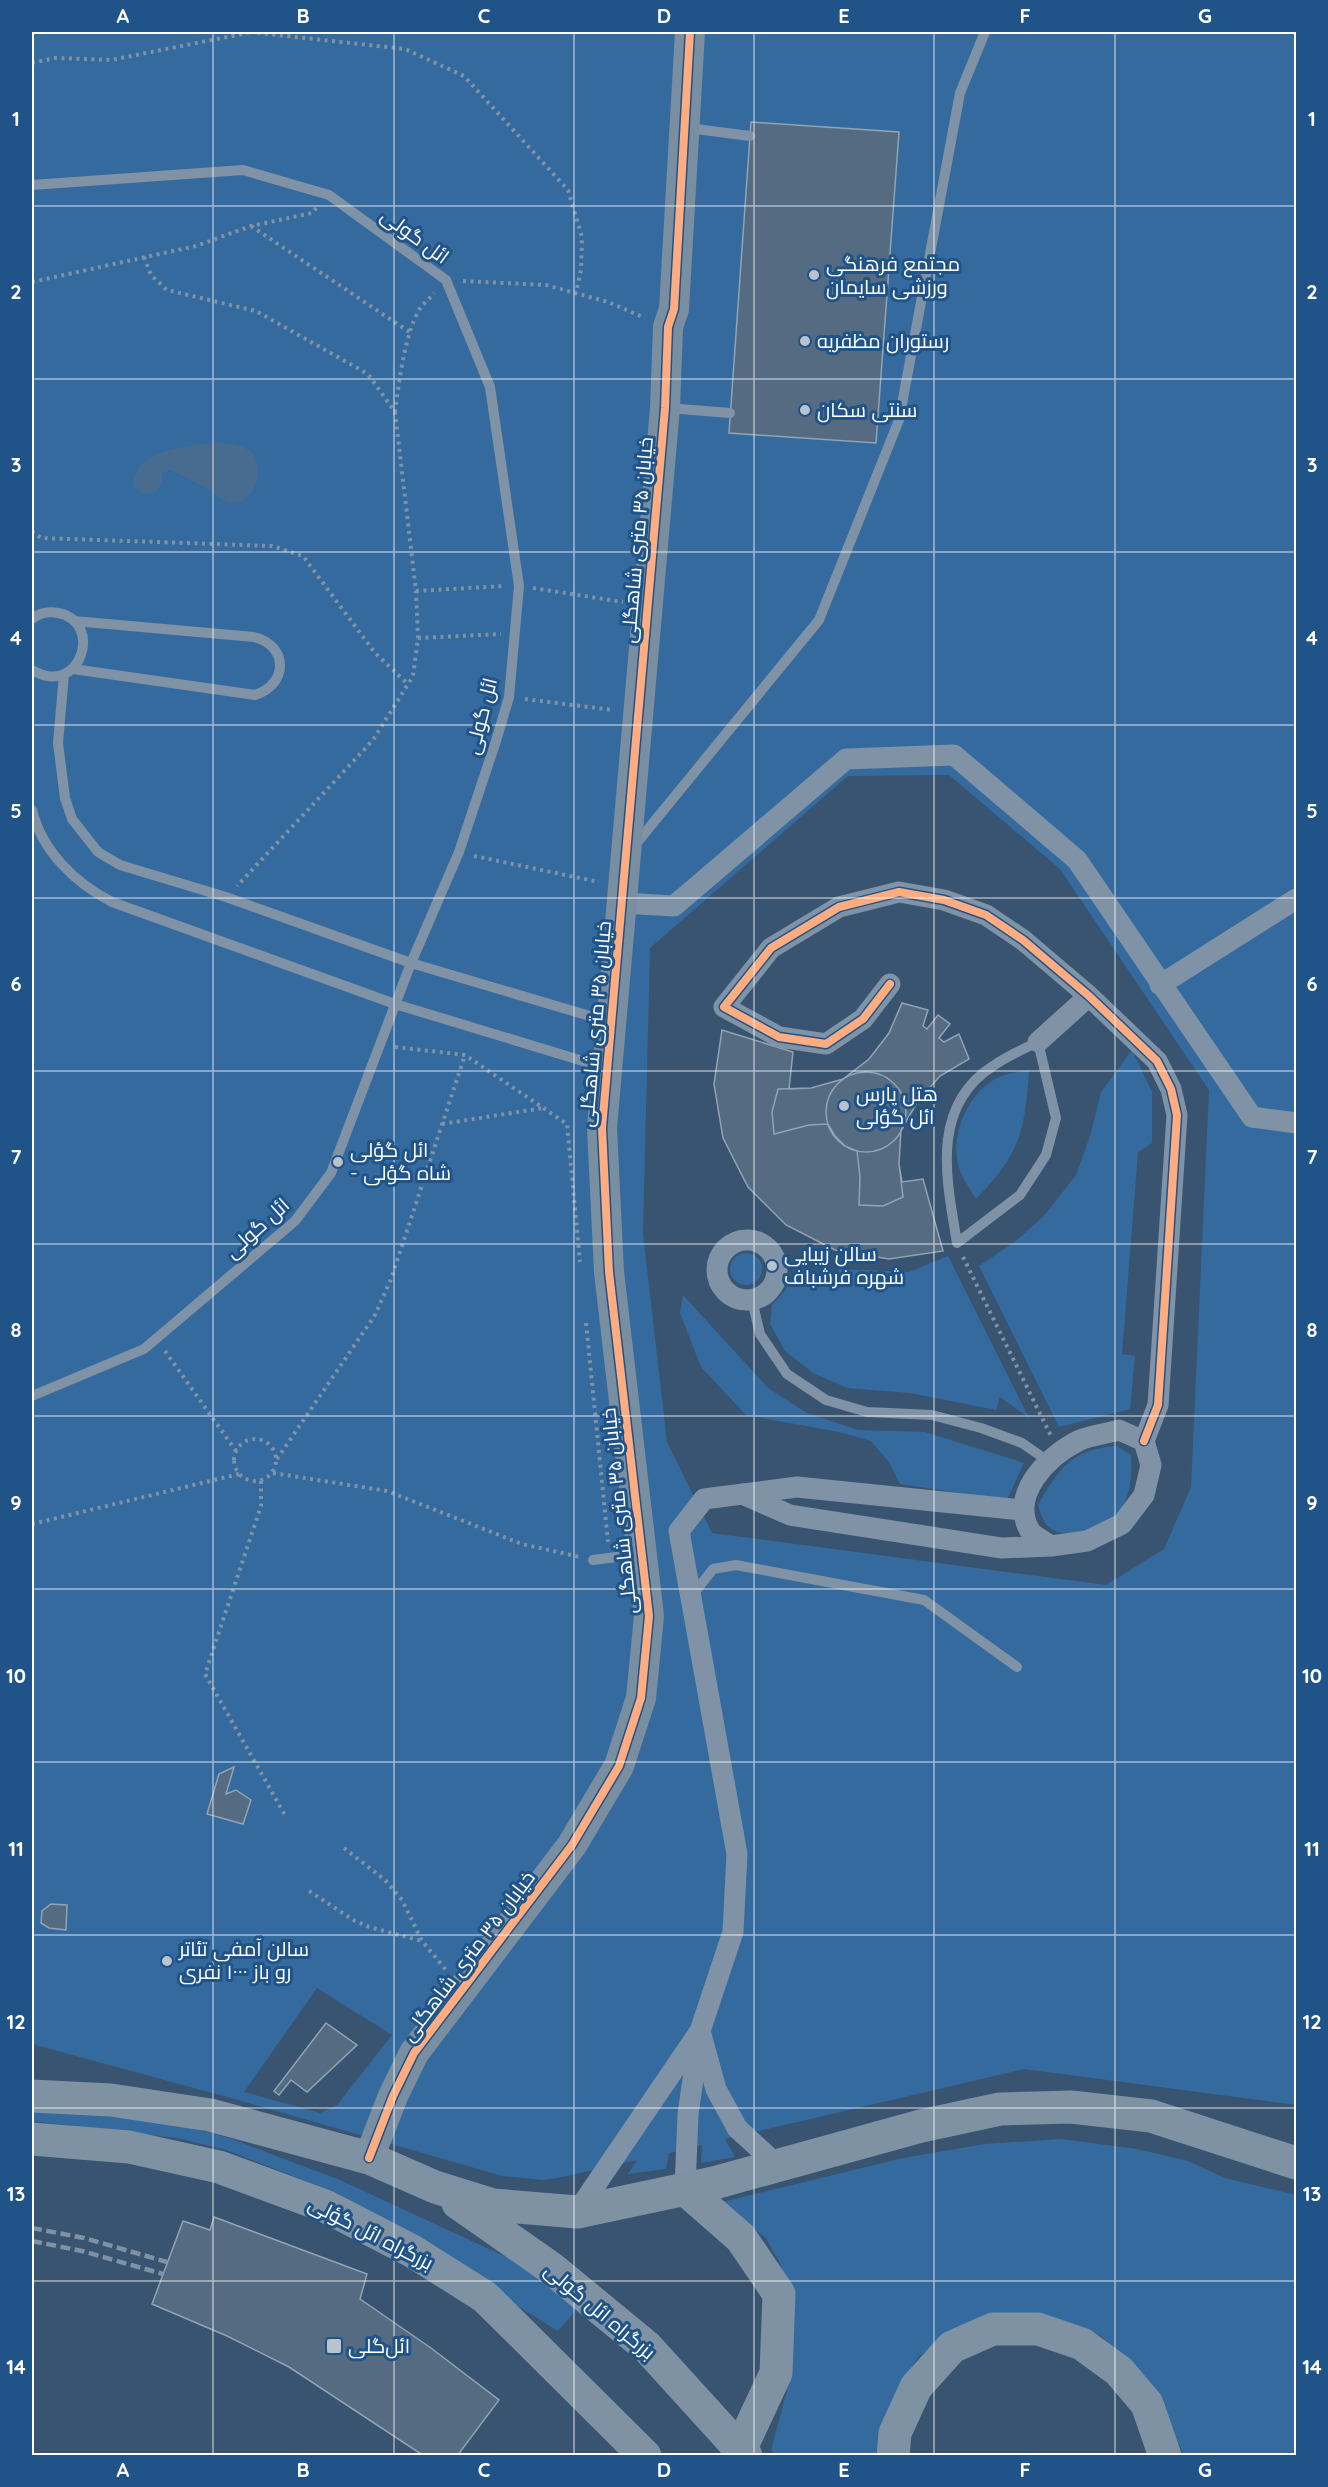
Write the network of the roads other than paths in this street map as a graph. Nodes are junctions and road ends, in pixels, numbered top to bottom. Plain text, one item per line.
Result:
1 (690, 32) edge
2 (986, 32) edge
3 (684, 128) junction
4 (750, 136) dead end
5 (32, 185) edge
6 (665, 408) junction
7 (730, 413) dead end
8 (32, 619) edge
9 (74, 621) junction
10 (32, 670) edge
11 (68, 672) junction
12 (32, 810) edge
13 (625, 857) junction
14 (622, 895) junction
15 (1296, 899) edge
16 (411, 963) junction
17 (890, 984) dead end
18 (1160, 985) junction
19 (1089, 996) junction
20 (395, 1004) junction
21 (611, 1022) junction
22 (1038, 1041) junction
23 (609, 1069) junction
24 (1296, 1123) edge
25 (752, 1300) dead end
26 (32, 1396) edge
27 (1144, 1441) junction
28 (1054, 1457) junction
29 (741, 1493) junction
30 (1022, 1510) junction
31 (1051, 1546) junction
32 (641, 1554) junction
33 (592, 1560) road end
34 (691, 1597) junction
35 (1017, 1666) dead end
36 (700, 2031) junction
37 (32, 2096) edge
38 (32, 2139) edge
39 (369, 2158) junction
40 (1296, 2163) edge
41 (778, 2166) junction
42 (435, 2187) junction
43 (685, 2189) junction
44 (578, 2212) junction
45 (743, 2452) edge
46 (645, 2456) edge
47 (893, 2456) edge
48 (1165, 2456) edge

1 - 3 street, خیابان ۳۵ متری شاهگلی
2 - 13 lane
3 - 4 lane
3 - 6 street, خیابان ۳۵ متری شاهگلی
5 - 16 lane, ائل گولی
6 - 7 lane
6 - 13 street, خیابان ۳۵ متری شاهگلی
8 - 9 lane
9 - 11 lane
9 - 11 lane
10 - 11 lane
11 - 16 lane
12 - 20 lane
13 - 14 street, خیابان ۳۵ متری شاهگلی
14 - 18 street
14 - 21 street, خیابان ۳۵ متری شاهگلی
15 - 18 street
16 - 20 lane, ائل گولی
16 - 21 lane
17 - 19 street
18 - 24 street
19 - 22 street
19 - 27 street
20 - 23 lane
20 - 26 lane, ائل گولی
21 - 23 street, خیابان ۳۵ متری شاهگلی
22 - 22 lane
23 - 32 street, خیابان ۳۵ متری شاهگلی
25 - 28 lane
27 - 28 street
27 - 31 street
28 - 30 street
29 - 30 street
29 - 31 street
29 - 34 street
30 - 31 street
32 - 33 lane
32 - 39 street, خیابان ۳۵ متری شاهگلی
34 - 35 lane
34 - 36 street
36 - 41 street
36 - 43 street
36 - 44 street
37 - 39 highway
38 - 46 highway, بزرگراه ائل گؤلی
39 - 42 highway
40 - 41 highway
41 - 43 highway
42 - 44 highway
42 - 45 highway, بزرگراه ائل گولی
43 - 44 highway
43 - 45 highway
47 - 48 highway

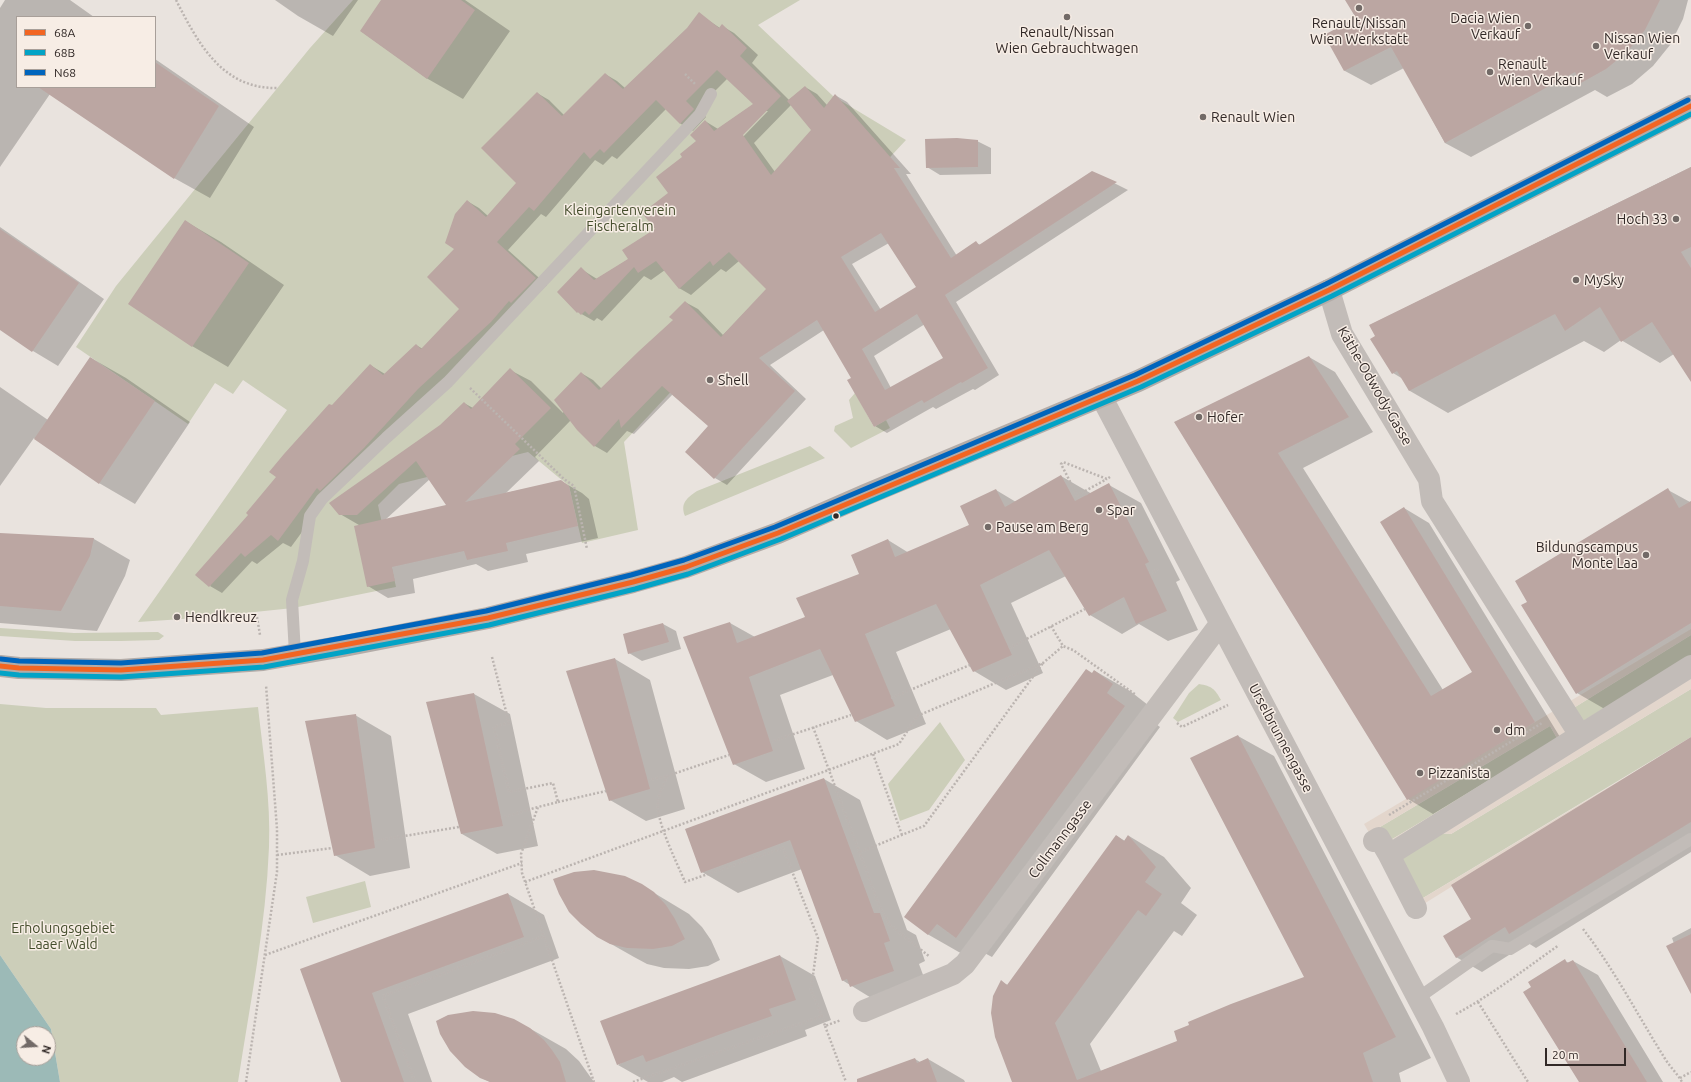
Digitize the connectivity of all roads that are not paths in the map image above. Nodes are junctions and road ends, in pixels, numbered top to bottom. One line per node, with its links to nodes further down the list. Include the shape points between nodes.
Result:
1 (711, 94): 6 (lane, via 700,114 455,374 322,499 310,516 303,560 292,600)
2 (1691, 106): 3 (main road)
3 (1329, 290): 4 (main road); 9 (street, Käthe-Odwody-Gasse, via 1342,334 1429,479 1432,501)
4 (1101, 396): 5 (street, Urselbrunnengasse); 6 (main road, via 778,533 686,567 488,618)
5 (1220, 624): 12 (street, Urselbrunnengasse); 13 (street, Collmanngasse, via 966,964 953,974)
6 (294, 654): 7 (main road, via 263,660 121,670)
7 (0, 666)
8 (1691, 666): 9 (street)
9 (1580, 735): 11 (street, via 1381,848)
10 (1691, 839): 12 (lane, via 1510,948 1492,946)
11 (1416, 908)
12 (1418, 998): 14 (street, Urselbrunnengasse)
13 (864, 1011)
14 (1459, 1082)

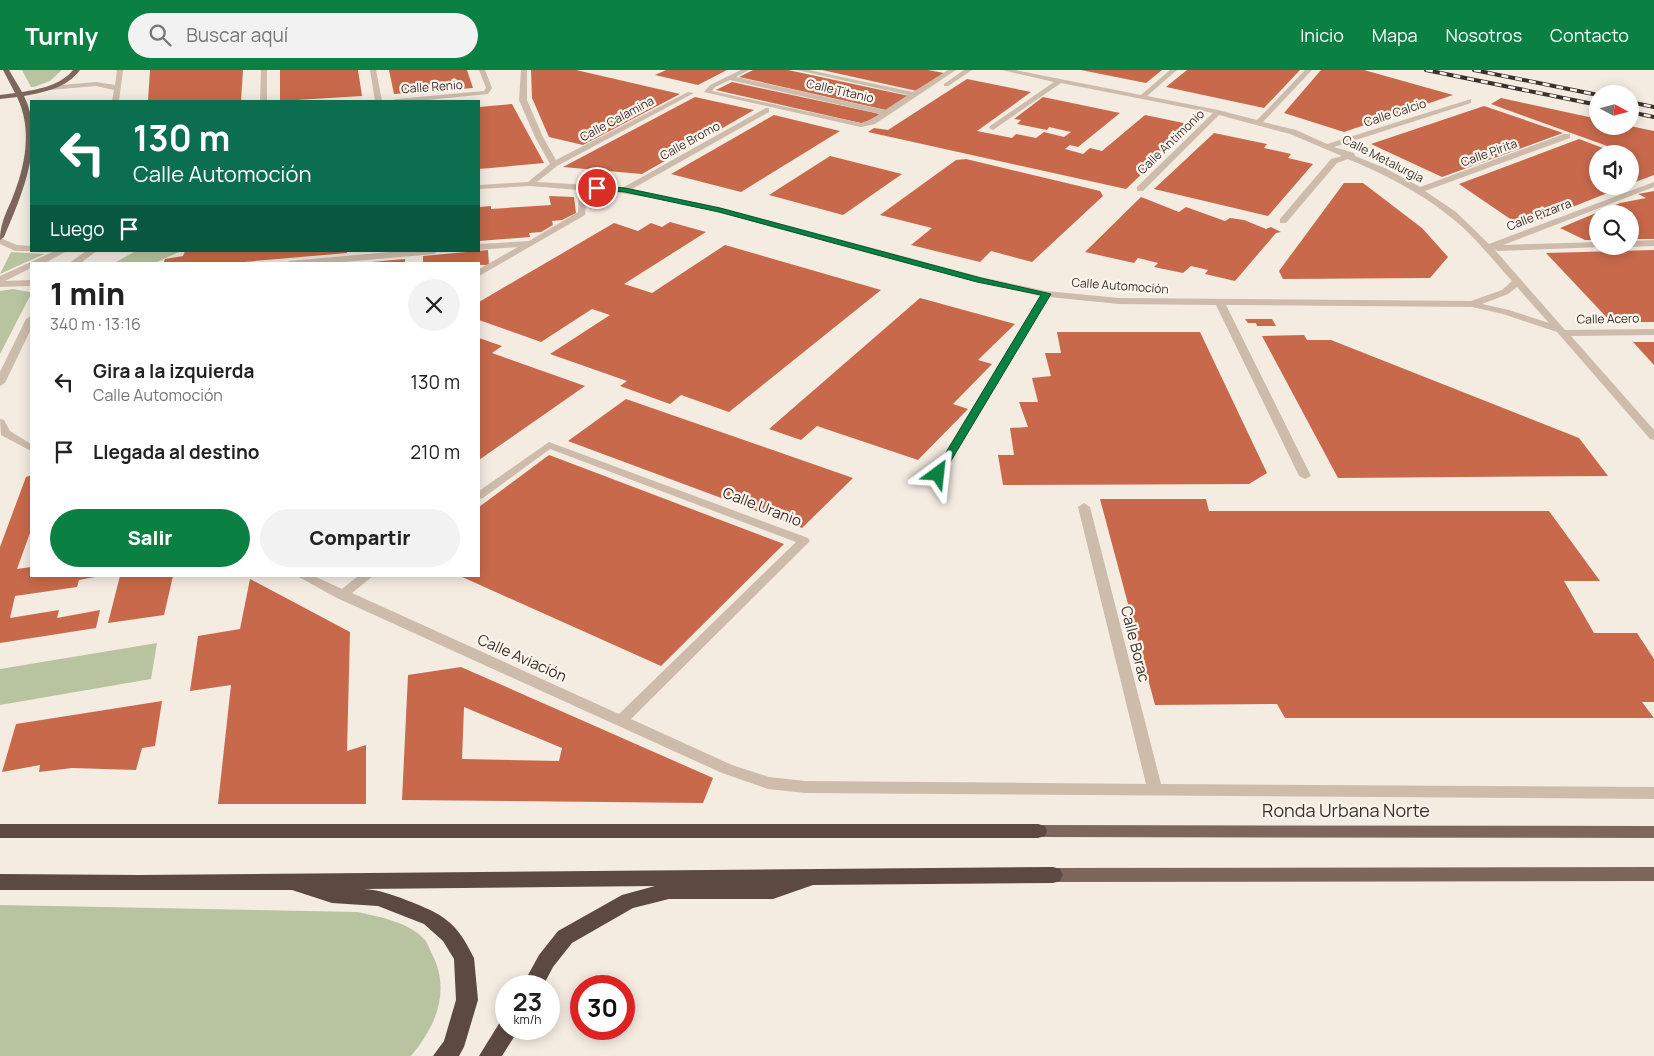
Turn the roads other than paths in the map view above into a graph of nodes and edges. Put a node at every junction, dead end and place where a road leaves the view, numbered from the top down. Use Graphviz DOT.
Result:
━━━━━━━━━━━━━━━━
> [Exercise brief]:
No pictures go in the copy. Set down all the data exactly.

> [Result of the task]:
Write the network of the roads other than paths in this street map as a graph. Nodes are junctions and road ends, in pixels, numbered top to bottom. Plain text, one item per line.
Result:
1 (690, 32) edge
2 (986, 32) edge
3 (684, 128) junction
4 (750, 136) dead end
5 (32, 185) edge
6 (665, 408) junction
7 (730, 413) dead end
8 (32, 619) edge
9 (74, 621) junction
10 (32, 670) edge
11 (68, 672) junction
12 (32, 810) edge
13 (625, 857) junction
14 (622, 895) junction
15 (1296, 899) edge
16 (411, 963) junction
17 (890, 984) dead end
18 (1160, 985) junction
19 (1089, 996) junction
20 (395, 1004) junction
21 (611, 1022) junction
22 (1038, 1041) junction
23 (609, 1069) junction
24 (1296, 1123) edge
25 (752, 1300) dead end
26 (32, 1396) edge
27 (1144, 1441) junction
28 (1054, 1457) junction
29 (741, 1493) junction
30 (1022, 1510) junction
31 (1051, 1546) junction
32 (641, 1554) junction
33 (592, 1560) road end
34 (691, 1597) junction
35 (1017, 1666) dead end
36 (700, 2031) junction
37 (32, 2096) edge
38 (32, 2139) edge
39 (369, 2158) junction
40 (1296, 2163) edge
41 (778, 2166) junction
42 (435, 2187) junction
43 (685, 2189) junction
44 (578, 2212) junction
45 (743, 2452) edge
46 (645, 2456) edge
47 (893, 2456) edge
48 (1165, 2456) edge

1 - 3 street, خیابان ۳۵ متری شاهگلی
2 - 13 lane
3 - 4 lane
3 - 6 street, خیابان ۳۵ متری شاهگلی
5 - 16 lane, ائل گولی
6 - 7 lane
6 - 13 street, خیابان ۳۵ متری شاهگلی
8 - 9 lane
9 - 11 lane
9 - 11 lane
10 - 11 lane
11 - 16 lane
12 - 20 lane
13 - 14 street, خیابان ۳۵ متری شاهگلی
14 - 18 street
14 - 21 street, خیابان ۳۵ متری شاهگلی
15 - 18 street
16 - 20 lane, ائل گولی
16 - 21 lane
17 - 19 street
18 - 24 street
19 - 22 street
19 - 27 street
20 - 23 lane
20 - 26 lane, ائل گولی
21 - 23 street, خیابان ۳۵ متری شاهگلی
22 - 22 lane
23 - 32 street, خیابان ۳۵ متری شاهگلی
25 - 28 lane
27 - 28 street
27 - 31 street
28 - 30 street
29 - 30 street
29 - 31 street
29 - 34 street
30 - 31 street
32 - 33 lane
32 - 39 street, خیابان ۳۵ متری شاهگلی
34 - 35 lane
34 - 36 street
36 - 41 street
36 - 43 street
36 - 44 street
37 - 39 highway
38 - 46 highway, بزرگراه ائل گؤلی
39 - 42 highway
40 - 41 highway
41 - 43 highway
42 - 44 highway
42 - 45 highway, بزرگراه ائل گولی
43 - 44 highway
43 - 45 highway
47 - 48 highway

Digitize the connectivity of all roads that are not paths in the map image above. Nodes are junctions and road ends, in pixels, numbered top to bottom. One line per node, with its links to nodes further down the list. Include the shape points between nodes.
Result:
1 (711, 94): 6 (lane, via 700,114 455,374 322,499 310,516 303,560 292,600)
2 (1691, 106): 3 (main road)
3 (1329, 290): 4 (main road); 9 (street, Käthe-Odwody-Gasse, via 1342,334 1429,479 1432,501)
4 (1101, 396): 5 (street, Urselbrunnengasse); 6 (main road, via 778,533 686,567 488,618)
5 (1220, 624): 12 (street, Urselbrunnengasse); 13 (street, Collmanngasse, via 966,964 953,974)
6 (294, 654): 7 (main road, via 263,660 121,670)
7 (0, 666)
8 (1691, 666): 9 (street)
9 (1580, 735): 11 (street, via 1381,848)
10 (1691, 839): 12 (lane, via 1510,948 1492,946)
11 (1416, 908)
12 (1418, 998): 14 (street, Urselbrunnengasse)
13 (864, 1011)
14 (1459, 1082)

Turn the roads other than paths in the map view above into a graph of nodes and edges. Put a node at every junction, dead end and place where a road leaves the view, numbered from the top down. Use Graphviz DOT.
Result:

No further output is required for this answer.